DATASET RECORDS START
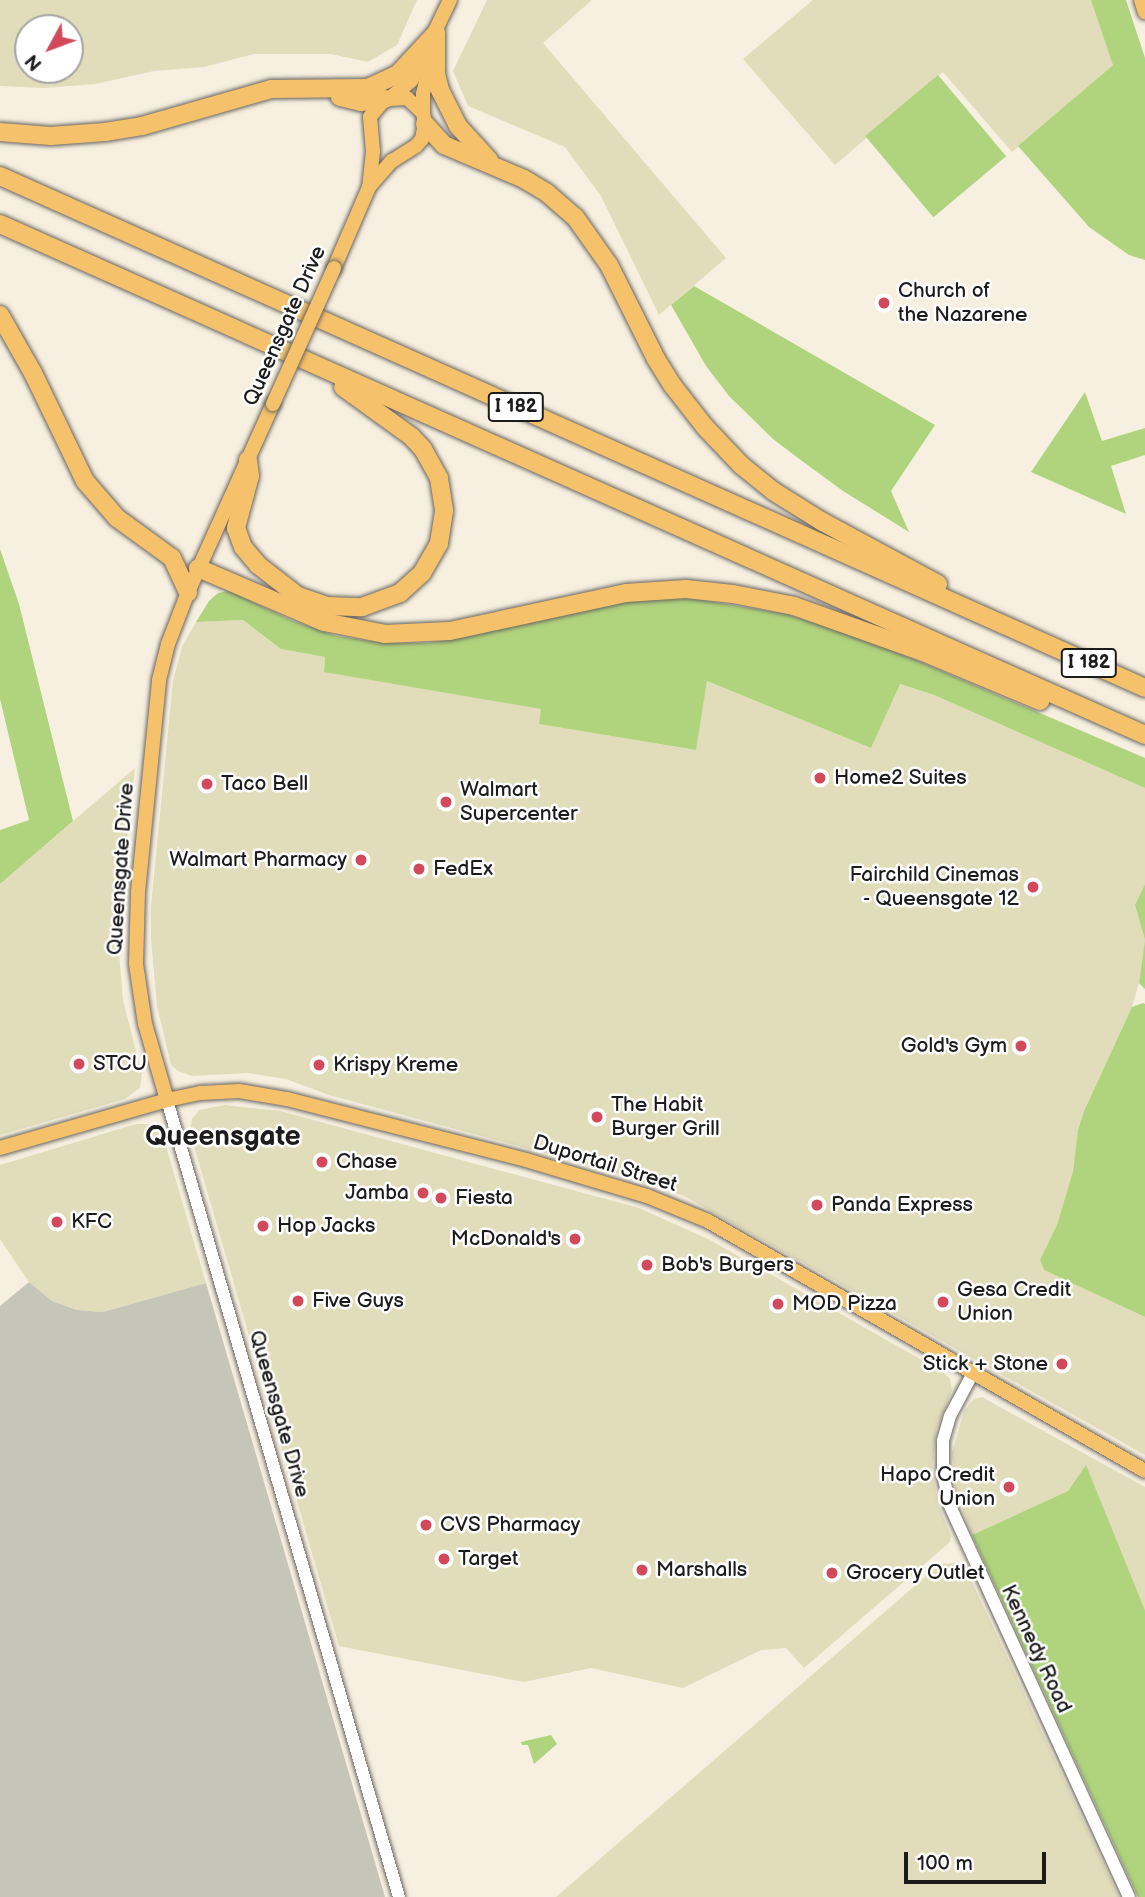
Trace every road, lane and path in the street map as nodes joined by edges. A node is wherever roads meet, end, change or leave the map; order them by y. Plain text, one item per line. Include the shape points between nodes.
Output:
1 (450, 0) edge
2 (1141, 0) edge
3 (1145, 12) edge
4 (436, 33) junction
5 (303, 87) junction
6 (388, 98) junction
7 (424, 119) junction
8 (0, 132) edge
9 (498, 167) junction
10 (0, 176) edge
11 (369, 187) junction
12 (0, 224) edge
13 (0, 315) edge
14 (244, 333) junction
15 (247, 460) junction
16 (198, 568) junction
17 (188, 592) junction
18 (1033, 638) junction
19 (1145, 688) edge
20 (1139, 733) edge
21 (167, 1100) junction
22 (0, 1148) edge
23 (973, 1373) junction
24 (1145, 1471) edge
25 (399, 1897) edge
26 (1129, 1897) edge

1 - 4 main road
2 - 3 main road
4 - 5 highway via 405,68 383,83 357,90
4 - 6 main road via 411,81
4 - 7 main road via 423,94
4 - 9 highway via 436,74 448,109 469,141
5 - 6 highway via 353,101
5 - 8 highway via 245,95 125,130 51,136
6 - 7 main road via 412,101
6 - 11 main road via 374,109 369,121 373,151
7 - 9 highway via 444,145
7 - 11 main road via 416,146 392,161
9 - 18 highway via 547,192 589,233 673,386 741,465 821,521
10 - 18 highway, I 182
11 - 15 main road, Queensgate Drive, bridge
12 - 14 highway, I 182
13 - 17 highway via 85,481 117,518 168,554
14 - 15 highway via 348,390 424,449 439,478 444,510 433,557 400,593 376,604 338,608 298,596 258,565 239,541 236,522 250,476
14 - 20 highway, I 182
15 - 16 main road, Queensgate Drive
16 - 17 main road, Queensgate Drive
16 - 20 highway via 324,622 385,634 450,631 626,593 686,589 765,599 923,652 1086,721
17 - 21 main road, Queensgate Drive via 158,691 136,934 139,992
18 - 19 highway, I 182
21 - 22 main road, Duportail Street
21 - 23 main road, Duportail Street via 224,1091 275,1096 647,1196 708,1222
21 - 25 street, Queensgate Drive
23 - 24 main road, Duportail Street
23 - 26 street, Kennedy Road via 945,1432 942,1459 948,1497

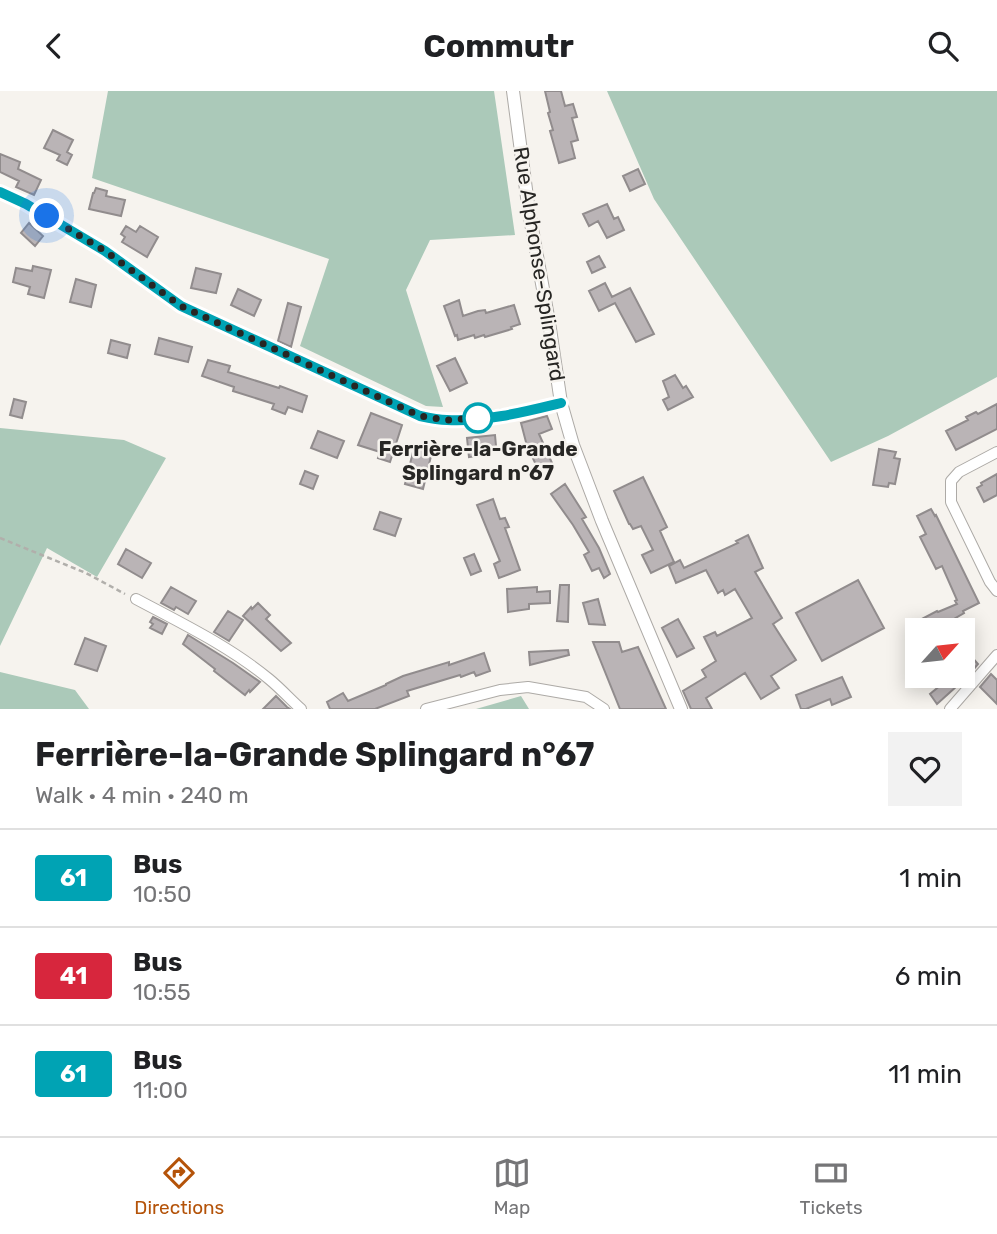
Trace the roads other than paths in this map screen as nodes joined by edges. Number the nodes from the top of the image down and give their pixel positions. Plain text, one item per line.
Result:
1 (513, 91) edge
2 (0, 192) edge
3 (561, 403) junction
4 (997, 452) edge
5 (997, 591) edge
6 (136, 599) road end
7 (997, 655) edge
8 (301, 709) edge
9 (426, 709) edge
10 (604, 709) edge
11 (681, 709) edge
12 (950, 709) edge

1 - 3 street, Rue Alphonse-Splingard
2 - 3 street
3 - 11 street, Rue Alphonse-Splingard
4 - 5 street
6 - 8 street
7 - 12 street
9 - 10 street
DATASET RECORDS END
• YOUR GOAL:
If an entry contains an image, please omit that image and print everything else verbatim.

• FINISHED EXERCISE:
Trace every road, lane and path in the street map as nodes joined by edges. A node is wherever roads meet, end, change or leave the map; order them by y. Plain text, one item per line. Include the shape points between nodes.
Output:
1 (450, 0) edge
2 (1141, 0) edge
3 (1145, 12) edge
4 (436, 33) junction
5 (303, 87) junction
6 (388, 98) junction
7 (424, 119) junction
8 (0, 132) edge
9 (498, 167) junction
10 (0, 176) edge
11 (369, 187) junction
12 (0, 224) edge
13 (0, 315) edge
14 (244, 333) junction
15 (247, 460) junction
16 (198, 568) junction
17 (188, 592) junction
18 (1033, 638) junction
19 (1145, 688) edge
20 (1139, 733) edge
21 (167, 1100) junction
22 (0, 1148) edge
23 (973, 1373) junction
24 (1145, 1471) edge
25 (399, 1897) edge
26 (1129, 1897) edge

1 - 4 main road
2 - 3 main road
4 - 5 highway via 405,68 383,83 357,90
4 - 6 main road via 411,81
4 - 7 main road via 423,94
4 - 9 highway via 436,74 448,109 469,141
5 - 6 highway via 353,101
5 - 8 highway via 245,95 125,130 51,136
6 - 7 main road via 412,101
6 - 11 main road via 374,109 369,121 373,151
7 - 9 highway via 444,145
7 - 11 main road via 416,146 392,161
9 - 18 highway via 547,192 589,233 673,386 741,465 821,521
10 - 18 highway, I 182
11 - 15 main road, Queensgate Drive, bridge
12 - 14 highway, I 182
13 - 17 highway via 85,481 117,518 168,554
14 - 15 highway via 348,390 424,449 439,478 444,510 433,557 400,593 376,604 338,608 298,596 258,565 239,541 236,522 250,476
14 - 20 highway, I 182
15 - 16 main road, Queensgate Drive
16 - 17 main road, Queensgate Drive
16 - 20 highway via 324,622 385,634 450,631 626,593 686,589 765,599 923,652 1086,721
17 - 21 main road, Queensgate Drive via 158,691 136,934 139,992
18 - 19 highway, I 182
21 - 22 main road, Duportail Street
21 - 23 main road, Duportail Street via 224,1091 275,1096 647,1196 708,1222
21 - 25 street, Queensgate Drive
23 - 24 main road, Duportail Street
23 - 26 street, Kennedy Road via 945,1432 942,1459 948,1497

Trace the roads other than paths in this map screen as nodes joined by edges. Number the nodes from the top of the image down and give their pixel positions. Plain text, one item per line.
Result:
1 (513, 91) edge
2 (0, 192) edge
3 (561, 403) junction
4 (997, 452) edge
5 (997, 591) edge
6 (136, 599) road end
7 (997, 655) edge
8 (301, 709) edge
9 (426, 709) edge
10 (604, 709) edge
11 (681, 709) edge
12 (950, 709) edge

1 - 3 street, Rue Alphonse-Splingard
2 - 3 street
3 - 11 street, Rue Alphonse-Splingard
4 - 5 street
6 - 8 street
7 - 12 street
9 - 10 street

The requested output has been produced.